Here is very pleasant and edgy-sounding industrial noise techno-electronic dance music for those who like their dance soundtracks with lots of hard (but not too hard) beats, slightly frizzly synth loops, lite noise and a frisson of fearful paranoia. Opening track “I Am Become Death, the Destroyer of Worlds”, referencing US physicist Robert Oppenheimer’s misquotation of the Bhagavad Gita during an interview when he was looking back on the first atomic bomb test done in New Mexico in July 1945, sets the standard for what’s to come: raw, sharp-edged instrumental synth music bristling with aggression, relentless machine beats and rhythms, and a cold, unyielding attitude, that goes on and on and on until the mind nearly goes berserk from all the repetition.

Each track brings its own varied palette of aggro techno dance rhythms to the party, and as long as you’re in a partying mood to watch the world burn, the album is a fine soundtrack to the oncoming apocalypse. If you’re looking for something a bit more subtle, elegant and genuinely malevolent though, you won’t find it here; Mazut have found their particular groove and have settled in a bit too deeply too early on to notice they’ve become stuck in a rut. While each track starts well enough, there really is too much repetition and the music stays stuck at a level of development that invites the early arrival of listener restlessness and boredom; in other more laconic words, this stuff isn’t very challenging.

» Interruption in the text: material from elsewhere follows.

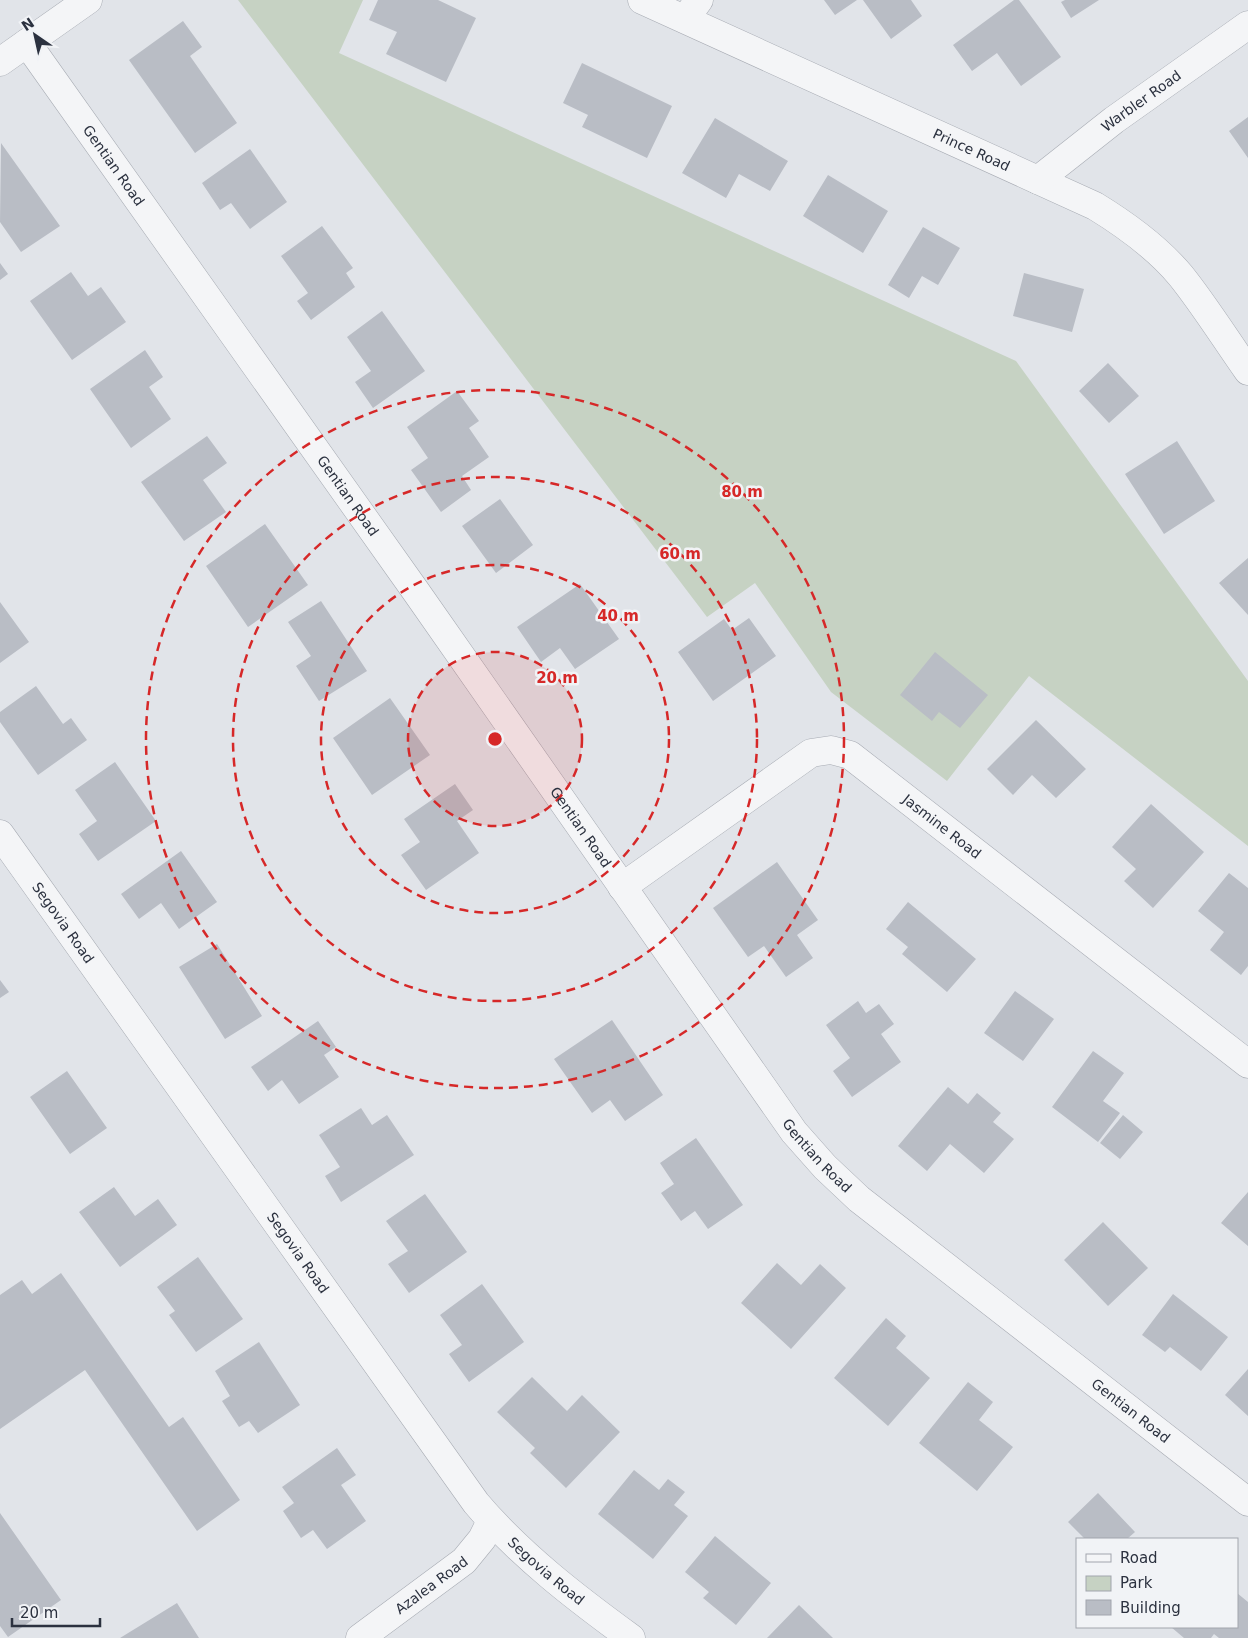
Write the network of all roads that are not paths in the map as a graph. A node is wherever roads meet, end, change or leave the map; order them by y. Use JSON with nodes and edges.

The best tracks are the short ones: track 6, simply titled “))))))))))”, features a one-fingered solo piano melody around which high-pitched effects squeak and percussion gently pings away in the background; and the earlier “Perverse Incentive” is a gorgeous shimmer of drone wash gliding over an insistent lite-industrial beat and a trashy noise texture that turns into scream. As for the rest of the album, you could at least trying meeting each and every track halfway through – it can be that boring.

Best recommended to DJs and other musicians looking at filling their sample libraries with interesting sounds, though I have to say there isn’t a lot here that other experimental techno and noise musicians haven’t already covered.